Por Washington Novaes
A primeira manchete de jornal escrita pelo autor destas linhas na então Folha da Manhã, nos idos de 1958, dizia: "Assume
proporções de catástrofe na Paraíba a seca que assola todo o Nordeste". Mudou o estilo, passou-se mais de meio século, não mudou a realidade. Na próxima segunda-feira [16/8], em Fortaleza, a Organização das Nações Unidas lançará a Década da ONU sobre Desertos e de Combate à Desertificação, com o propósito de enfrentar o drama em mais de cem países e lançar um alerta sobre as "dimensões alarmantes" da questão.

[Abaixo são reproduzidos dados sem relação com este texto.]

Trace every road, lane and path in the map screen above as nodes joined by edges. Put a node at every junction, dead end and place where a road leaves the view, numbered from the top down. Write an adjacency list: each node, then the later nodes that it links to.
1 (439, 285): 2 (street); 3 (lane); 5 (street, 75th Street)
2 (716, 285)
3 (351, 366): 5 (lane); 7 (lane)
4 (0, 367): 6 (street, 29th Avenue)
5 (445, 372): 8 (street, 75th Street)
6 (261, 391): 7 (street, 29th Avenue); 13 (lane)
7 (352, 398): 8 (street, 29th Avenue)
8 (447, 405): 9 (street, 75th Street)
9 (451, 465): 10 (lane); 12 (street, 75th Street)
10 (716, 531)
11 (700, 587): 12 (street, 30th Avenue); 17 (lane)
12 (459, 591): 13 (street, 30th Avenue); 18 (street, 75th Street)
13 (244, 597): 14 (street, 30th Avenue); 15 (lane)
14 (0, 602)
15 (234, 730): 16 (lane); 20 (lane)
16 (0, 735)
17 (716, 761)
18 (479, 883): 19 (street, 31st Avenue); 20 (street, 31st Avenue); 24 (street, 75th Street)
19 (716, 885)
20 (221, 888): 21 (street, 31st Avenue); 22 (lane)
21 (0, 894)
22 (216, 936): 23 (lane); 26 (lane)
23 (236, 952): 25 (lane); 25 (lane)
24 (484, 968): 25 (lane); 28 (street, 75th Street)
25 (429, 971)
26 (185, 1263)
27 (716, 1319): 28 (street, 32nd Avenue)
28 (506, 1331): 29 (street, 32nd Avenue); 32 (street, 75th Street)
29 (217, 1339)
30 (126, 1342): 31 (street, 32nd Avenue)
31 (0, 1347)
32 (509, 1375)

De fato, segundo a ONU, um terço da superfície do planeta, onde vivem 2,6 bilhões de pessoas, enfrenta o problema, em algum grau. Na região subsaariana, por exemplo, a degradação nos vários países varia de 20% a 50% do território e atinge 200 milhões de pessoas. Na Ásia e na América Latina, são 357 milhões de hectares afetados, 2,7 bilhões de toneladas de solo perdidas a cada ano. No Brasil, mais de 1 milhão de quilômetros quadrados, do Nordeste a Minas Gerais e Espírito Santo, 15 milhões de pessoas já atingidas diretamente, perdas de US$ 5 bilhões por ano. Se a temperatura da Terra subir mais que 2 graus, alerta a ONU, pode pôr em risco um terço da economia.
Uso intensivo
Em artigo recente neste espaço (22/1), já foram analisados muitos ângulos da parte que cabe ao Brasil no drama, com áreas em torno de 1 milhão de quilômetros quadrados suscetíveis de desertificação (quase 100 mil km2 já em processo), 1.482 municípios, 15 milhões de pessoas. Algumas dessas áreas – Gilbués (PI), Irauçuba (CE), Cabrobó (PE) e Seridó (RN) – "já podem ser consideradas desertos", segundo o meteorologista Humberto Barbosa (Portal do Meio Ambiente, 9/8); "e, pior, estão se expandindo". A Bahia tem em áreas problemáticas 289 municípios, 86,8% do território do Estado, onde vivem 3,7 milhões de pessoas. E nem é só no Semi-Árido. Segundo o Ministério do Meio Ambiente, 40% das áreas suscetíveis estão no Cerrado (entre elas, o paradisíaco Jalapão) e na fronteira gaúcha, na região de Alegrete. Até a região das nascentes do Rio Araguaia está ameaçada, com mais de 20 voçorocas de quilômetros de extensão.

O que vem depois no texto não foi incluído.